We All Have Histories

We have accepted the dominant line if we believe that only when Barack Obama talks is race an issue or that only when Hillary Clinton speaks is gender involved.

We’re not supposed to ask how whiteness is behind what Clinton or John McCain say or how masculinity is an important determinant in what Obama or McCain propose. It’s assumed that only people in non-dominant groups are affected by perspectives that society tells us set them apart from the upper-class, heterosexual white males.

Only when a gay person writes something is it assumed to be prejudiced by their sexual orientation. Only when a person of color speaks is it heard as if the history of their ancestors is a key interpreter. When women argue for a point, only their viewpoint should be seen through a lens related to their gender.
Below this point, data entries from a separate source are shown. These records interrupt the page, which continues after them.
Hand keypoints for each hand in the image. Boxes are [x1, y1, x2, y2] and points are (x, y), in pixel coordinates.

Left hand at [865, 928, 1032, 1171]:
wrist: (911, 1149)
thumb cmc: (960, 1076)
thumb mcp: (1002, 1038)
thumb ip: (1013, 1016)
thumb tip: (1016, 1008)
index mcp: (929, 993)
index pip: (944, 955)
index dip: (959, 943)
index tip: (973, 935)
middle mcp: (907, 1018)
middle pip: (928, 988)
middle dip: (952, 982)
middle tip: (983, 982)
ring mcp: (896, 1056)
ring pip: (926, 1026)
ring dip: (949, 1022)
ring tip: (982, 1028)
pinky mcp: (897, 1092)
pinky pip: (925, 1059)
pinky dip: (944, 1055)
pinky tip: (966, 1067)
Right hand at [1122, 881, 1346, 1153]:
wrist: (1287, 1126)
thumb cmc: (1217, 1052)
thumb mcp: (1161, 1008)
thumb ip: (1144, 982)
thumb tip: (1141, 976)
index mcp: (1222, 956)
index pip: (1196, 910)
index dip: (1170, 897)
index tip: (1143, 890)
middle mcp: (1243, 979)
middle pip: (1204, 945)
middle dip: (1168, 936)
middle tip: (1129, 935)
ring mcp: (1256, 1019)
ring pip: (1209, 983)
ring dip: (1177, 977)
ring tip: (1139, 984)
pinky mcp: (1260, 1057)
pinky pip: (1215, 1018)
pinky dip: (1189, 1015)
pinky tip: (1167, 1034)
That’s how cultural systems like ours work when there are dominant groups in a society that consciously and unconsciously assume their dominance. The values, institutions, experiences, and outlooks of the dominant group are so taken for granted, so accepted as the only normal human characteristics, so justified by the institutions, so mainstreamed, that to point them out is to disturb the comfortable order and certainly the emotional comfort of those who accuse the pointer-outer of stirring up trouble.

This is a key part of what diversity trainers call unexamined privilege – white privilege, male privilege, heterosexual privilege, class privilege, able-body privilege. And each dominant group doesn’t feel privileged by its privilege.
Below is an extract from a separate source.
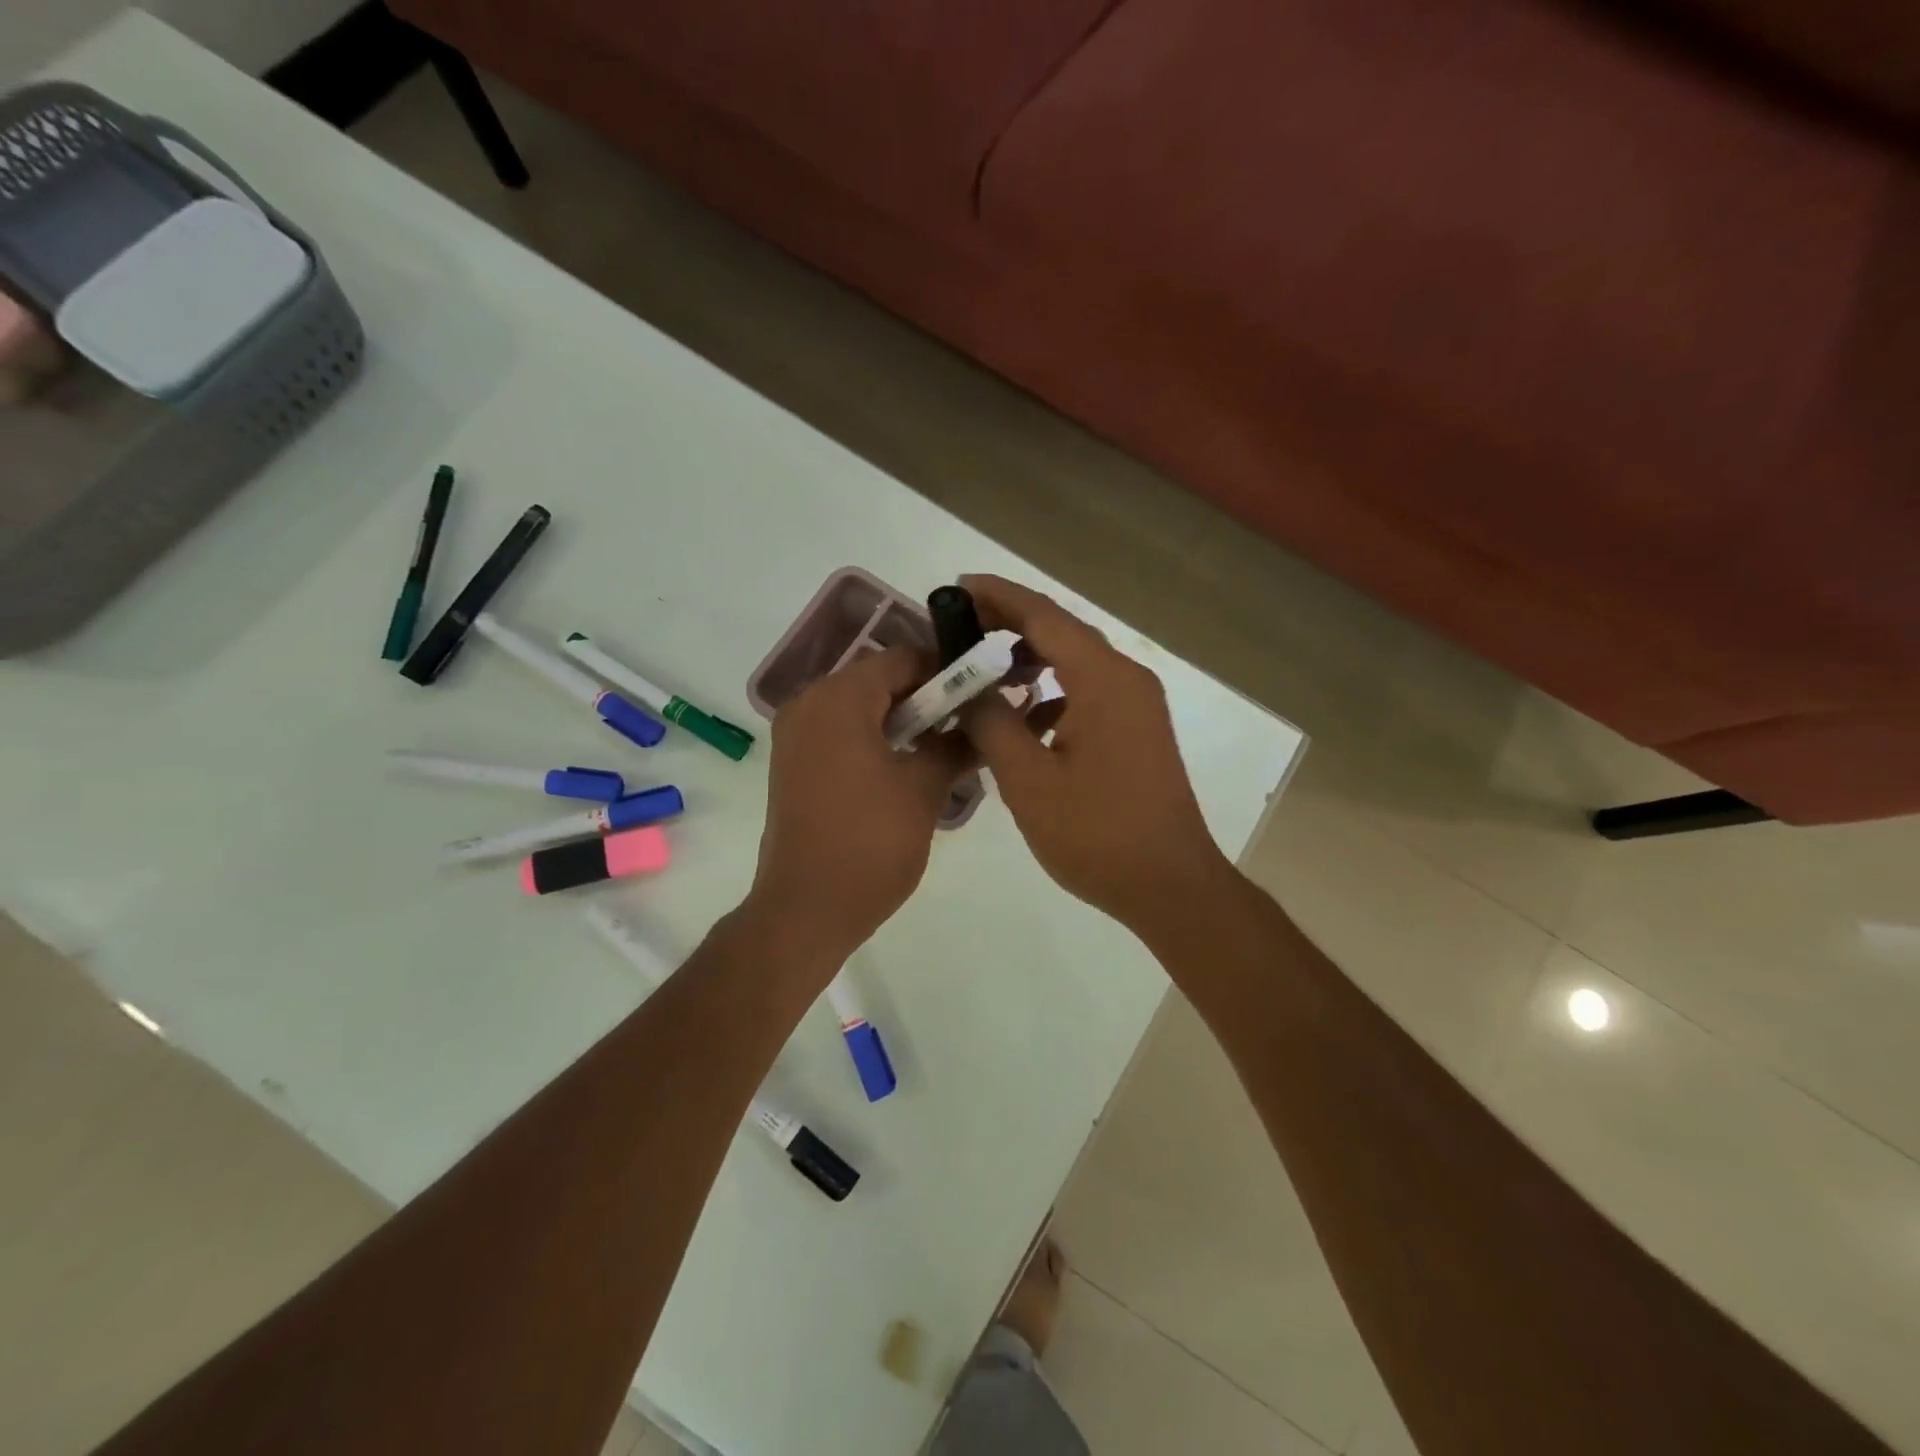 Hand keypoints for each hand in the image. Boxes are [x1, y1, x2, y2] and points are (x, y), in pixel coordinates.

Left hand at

I was reminded of this when I read writer Alice Walker’s April post on AlterNet bearing the title: White People Have A Racial History Too.

It seems hard to admit privilege on the basis of certain culturally defined categories. Yet, I know that as a middle-aged white man I don’t have to worry about someone following me around in a department store expecting me to steal something. I don’t thereby have to pay attention to the humiliation of people of color who know this happens everyday.

When I stand up with those who aren’t white males as if I share their experiences, I don’t have to pay attention to the fact that after doing so I can walk away from prejudice. I only have to live in it when I choose.

Such privileges seldom relate to reality. Instead, they actually create their own statistics to justify their existence.

I lead a diversity workshop for regional managers and employees of a chain store. When someone asked why it was mostly black people who stole, I inquired: “How do you know?”

Well, they pointed out, they followed black people around the store and would catch the shoplifters. Then they posted their pictures in the back above the time clock.

So, I asked, “Do you catch most of the shoplifting?”

“No, not at all,” they agreed.

“So, you follow one group around, but not us white people, and you still don’t catch most of the shoplifters. That’s funny, because when I worked in a drugstore most of the shoplifters we caught were white women who could easily afford the cosmetics they were stealing.

“What would happen if you followed them around? Whose pictures would dominate the backroom? That’s how prejudice and privilege create their own statistics.”

When I asked a pastor to read a book on the history of LGBT issues in Christianity before we discussed the topic, his response was one of privilege: “Is the author gay?”

“I know why you’re asking that,” I said. “Because you’re afraid that if he’s straight, the book will be prejudiced by the fact that he wants to maintain the advantage of being heterosexual.”

Of course, that was the opposite of what he was thinking and, in that case, the minister got my point. It’s only considered prejudice when someone from a non-dominant group writes or says it as if members of dominant groups have no stake in maintaining their privileges. And even people in the non-dominant communities come to believe that.

Accepting that I have unearned privilege because I am white, male, professional, and middle-aged, is difficult.

That’s so, first, because we’ve been taught to fear by our culture that if I let others share in my privilege, I’ll be worse off. We’ve so absorbed the zero-sum commodity viewpoint of capitalism and the masculine competition model of seeing things that we apply it to everything.

If someone else wins, I must lose. There’s only so much attention, love, compassion, and humanity to go around. So, we protect what privilege we do have, no matter how little.

Additionally, we don’t see how all such oppression and domination, and its resulting privileged position, hurt the dominant group itself, put its members out of touch with their own best selves, their own humanity, and restrict their freedom to be fully who they would be if they didn’t have to be straight-acting, white-acting, manly-acting, upper-class-acting. And all that having been installed by fear — fear of what would happen if they don’t conform to the dominant group’s lifestyle.

But a third issue makes it most difficult. The interwovenness of various oppressions and dominations means that when ones privileged position is pointed out, instead of noticing and learning about it, it’s too tempting to react in guilt and fall into a rehearsal of other cases where we’re not privileged.

Guilt feelings are debilitating here. People without the privilege we’re noticing think it’s unhelpful for everyone to have to deal with white guilt, straight guilt, male guilt, or class guilt.

So, if someone points out my privilege as white, I don’t take it as information that I need to understand my world, my friends, and my country. I instead invoke how I’m not privileged in terms of class, or I give examples where heterosexual privilege leaves me behind.

Life ought to be a learning experience where we learn about our blind spots as well as our possibilities. Denial won’t help.